**Exercise objective:** The lines you need are those holding the word "load"; pull them from the material.
[Opening Data under study section]
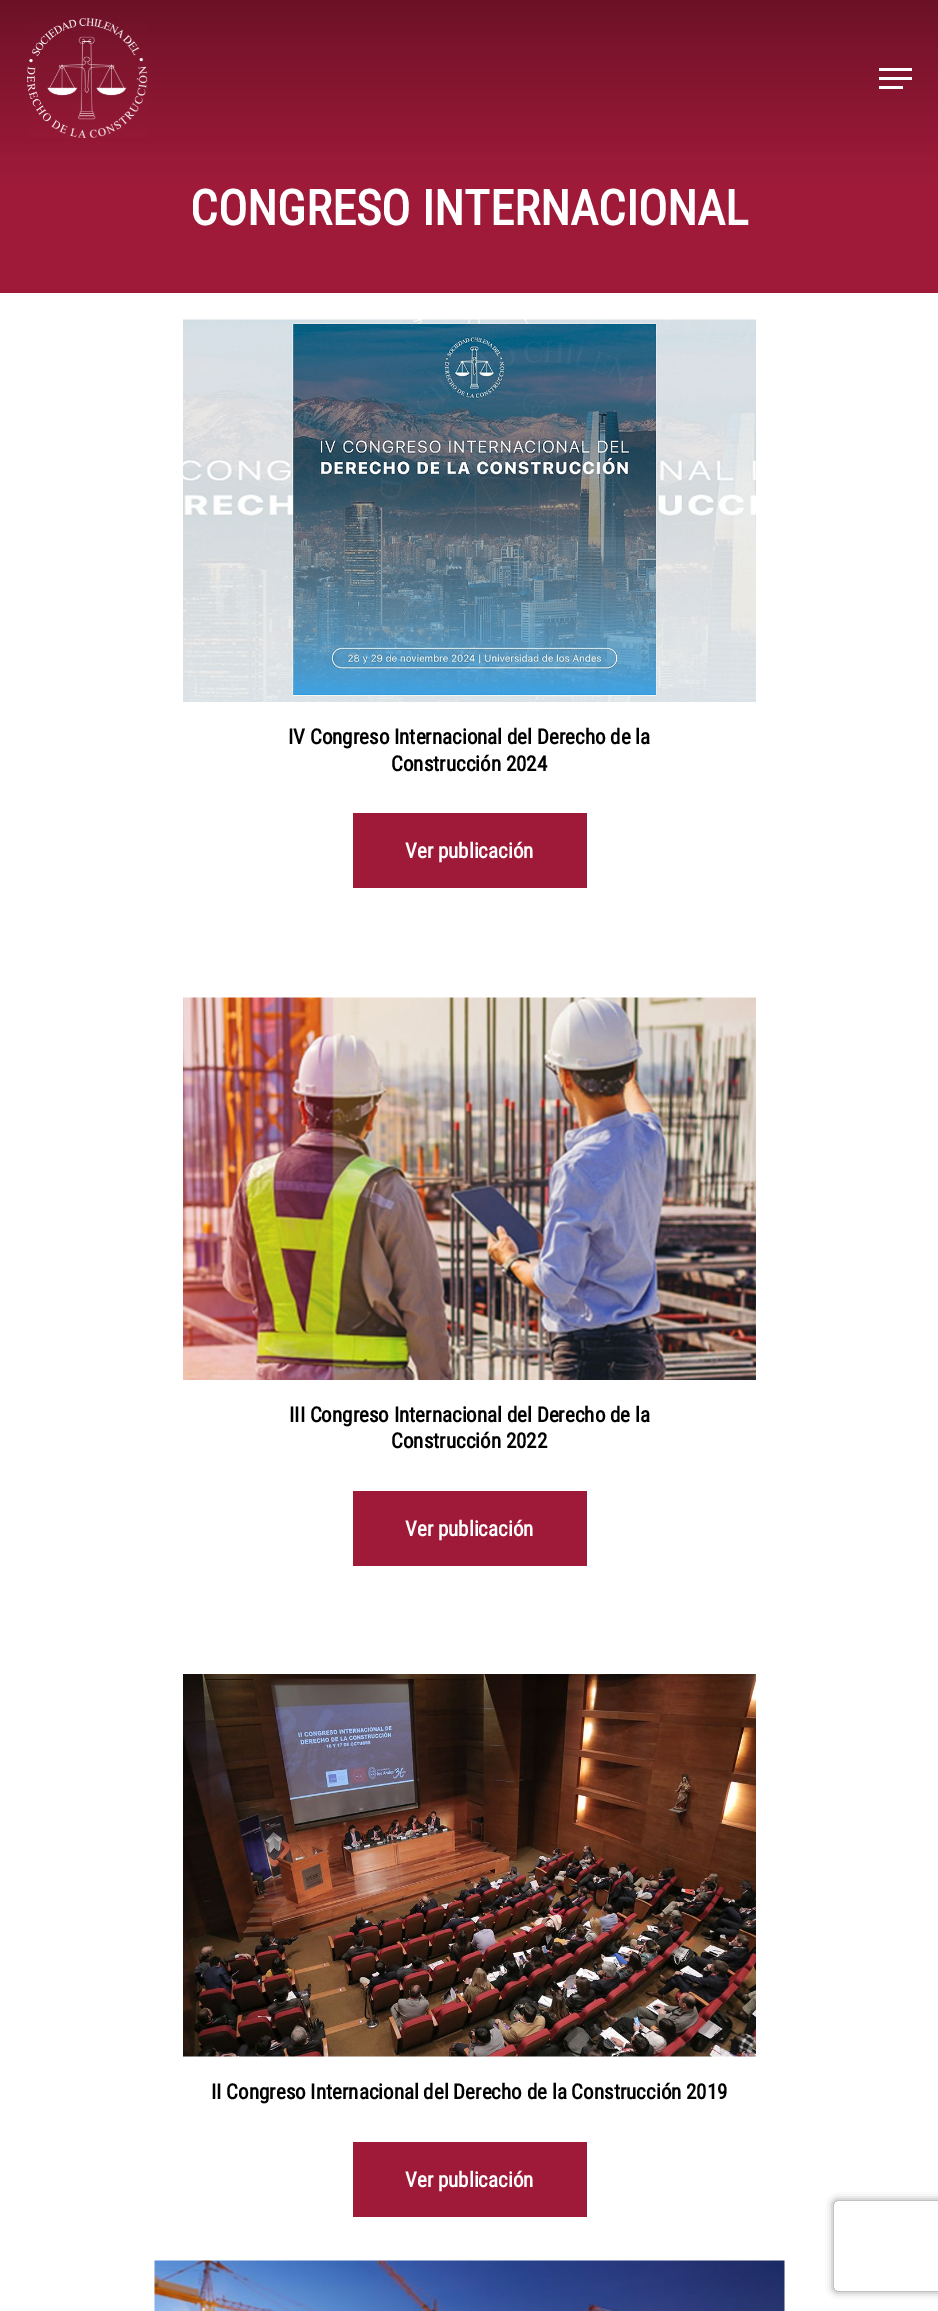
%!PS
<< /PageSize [938 2311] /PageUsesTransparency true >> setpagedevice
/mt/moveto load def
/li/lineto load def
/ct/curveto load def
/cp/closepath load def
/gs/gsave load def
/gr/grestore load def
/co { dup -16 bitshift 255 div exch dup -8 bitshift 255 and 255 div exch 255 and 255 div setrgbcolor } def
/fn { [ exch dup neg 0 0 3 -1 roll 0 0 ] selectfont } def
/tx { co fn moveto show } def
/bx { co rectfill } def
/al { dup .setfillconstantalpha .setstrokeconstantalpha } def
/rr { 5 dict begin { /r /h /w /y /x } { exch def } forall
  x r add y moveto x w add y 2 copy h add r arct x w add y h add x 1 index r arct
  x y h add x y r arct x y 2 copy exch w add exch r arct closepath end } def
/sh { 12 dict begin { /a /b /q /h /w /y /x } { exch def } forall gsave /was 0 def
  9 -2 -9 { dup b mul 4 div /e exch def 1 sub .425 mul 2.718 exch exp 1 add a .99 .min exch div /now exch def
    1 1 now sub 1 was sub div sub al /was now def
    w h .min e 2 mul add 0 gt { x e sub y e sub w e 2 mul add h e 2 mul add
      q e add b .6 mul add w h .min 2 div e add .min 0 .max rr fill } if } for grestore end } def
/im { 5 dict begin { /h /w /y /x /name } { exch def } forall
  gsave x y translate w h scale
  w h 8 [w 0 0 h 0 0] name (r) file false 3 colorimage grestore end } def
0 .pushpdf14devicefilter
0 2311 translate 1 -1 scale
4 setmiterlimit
0 0 938 2311 16#FFFFFF bx
gs 0 0 mt 938 0 li 938 188 li 0 188 li cp clip newpath
<< /ShadingType 2 /ColorSpace /DeviceRGB /Coords [470 188 470 0] /Extend [true true] /Function << /FunctionType 3 /Domain [0 1] /Functions [<< /FunctionType 2 /Domain [0 1] /C0 [.624 .102 .224] /C1 [.624 .102 .224] /N 1 >> << /FunctionType 2 /Domain [0 1] /C0 [.624 .102 .224] /C1 [.6 .098 .216] /N 1 >> << /FunctionType 2 /Domain [0 1] /C0 [.6 .098 .216] /C1 [.482 .078 .173] /N 1 >> << /FunctionType 2 /Domain [0 1] /C0 [.482 .078 .173] /C1 [.42 .067 .149] /N 1 >>] /Bounds [.01 .16 .75] /Encode [0 1 0 1 0 1 0 1] >> >> shfill gr
(media/1.raw) 27 18 121 120 im
879 68 33 3 16#FFFFFF bx
879 86 24 3 16#FFFFFF bx
879 77 33 3 16#FFFFFF bx
0 188 938 105 16#9F1A39 bx
(media/2.raw) 183 319 573 383 im
353 813 234 75 16#9F1A39 bx
(media/3.raw) 183 997 573 383 im
353 1491 234 75 16#9F1A39 bx
(media/4.raw) 183 1674 573 383 im
353 2142 234 75 16#9F1A39 bx
(media/5.raw) 154 2260 631 51 im
gs
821 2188 mt 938 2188 li 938 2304 li 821 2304 li cp 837 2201 mt 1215 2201 li 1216.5 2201 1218 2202.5 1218 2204 ct 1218 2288 li 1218 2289.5 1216.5 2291 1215 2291 ct 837 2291 li 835.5 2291 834 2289.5 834 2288 ct 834 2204 li 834 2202.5 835.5 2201 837 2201 ct cp eoclip newpath
16#808080 co
834 2201 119 90 3 4 1 sh
gr
(CONGRESO INTERNACIONAL) 190 225 /RobotoCondensed-Bold 48.75 16#FFFFFF tx
(IV Congreso Internacional del Derecho de la) 288 744 /RobotoCondensed-Bold 21 16#000000 tx
(Construcción 2024) 391 771 /RobotoCondensed-Bold 21 16#000000 tx
(Ver publicación) 405 858 /RobotoCondensed-Bold 21 16#FFFFFF tx
(III Congreso Internacional del Derecho de la) 289 1422 /RobotoCondensed-Bold 21 16#000000 tx
(Construcción 2022) 391 1448 /RobotoCondensed-Bold 21 16#000000 tx
(Ver publicación) 405 1536 /RobotoCondensed-Bold 21 16#FFFFFF tx
(II Congreso Internacional del Derecho de la Construcción 2019) 211 2099 /RobotoCondensed-Bold 21 16#000000 tx
(Ver publicación) 405 2187 /RobotoCondensed-Bold 21 16#FFFFFF tx
.poppdf14devicefilter showpage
[Closing Data under study section]
**Written response:**
/mt/moveto load def
/li/lineto load def
/ct/curveto load def
/cp/closepath load def
/gs/gsave load def
/gr/grestore load def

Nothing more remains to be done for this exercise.